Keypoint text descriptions
[Start of Attachment]

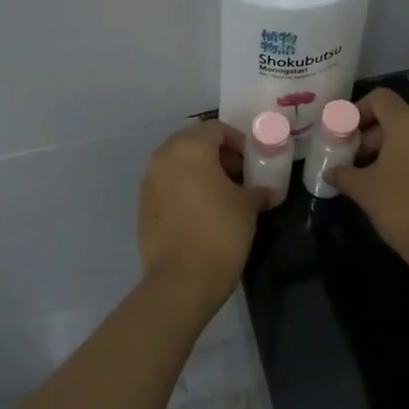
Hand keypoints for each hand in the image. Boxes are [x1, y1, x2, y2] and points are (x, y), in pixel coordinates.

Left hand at [137, 120, 269, 307]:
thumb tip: (265, 190)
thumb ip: (257, 189)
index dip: (239, 141)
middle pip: (194, 142)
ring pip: (178, 164)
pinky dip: (185, 189)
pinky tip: (203, 212)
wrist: (182, 279)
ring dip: (200, 171)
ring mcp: (149, 181)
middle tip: (239, 175)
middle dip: (218, 154)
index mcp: (189, 148)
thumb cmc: (220, 232)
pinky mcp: (143, 205)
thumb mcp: (248, 206)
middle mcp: (163, 157)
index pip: (216, 129)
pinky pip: (168, 185)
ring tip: (223, 195)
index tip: (253, 161)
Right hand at [326, 88, 408, 282]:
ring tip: (360, 177)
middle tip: (345, 159)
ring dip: (381, 152)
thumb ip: (343, 174)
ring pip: (406, 138)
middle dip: (365, 135)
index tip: (340, 134)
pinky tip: (384, 189)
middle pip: (392, 118)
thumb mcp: (365, 190)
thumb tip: (330, 171)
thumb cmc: (403, 207)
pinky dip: (399, 162)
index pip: (380, 98)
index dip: (355, 110)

[End of Attachment]

Print, from the entries above, the line with "pinky tip: (203, 212)", the line with "pinky dip: (399, 162)" and all lines between them, exactly and with nothing else.

pinky tip: (203, 212)
wrist: (182, 279)
ring dip: (200, 171)
ring mcp: (149, 181)
middle tip: (239, 175)
middle dip: (218, 154)
index mcp: (189, 148)
thumb cmc: (220, 232)
pinky mcp: (143, 205)
thumb mcp: (248, 206)
middle mcp: (163, 157)
index pip: (216, 129)
pinky pip: (168, 185)
ring tip: (223, 195)
index tip: (253, 161)
Right hand at [326, 88, 408, 282]:
ring tip: (360, 177)
middle tip: (345, 159)
ring dip: (381, 152)
thumb ip: (343, 174)
ring pip: (406, 138)
middle dip: (365, 135)
index tip: (340, 134)
pinky tip: (384, 189)
middle pip: (392, 118)
thumb mcp: (365, 190)
thumb tip: (330, 171)
thumb cmc: (403, 207)
pinky dip: (399, 162)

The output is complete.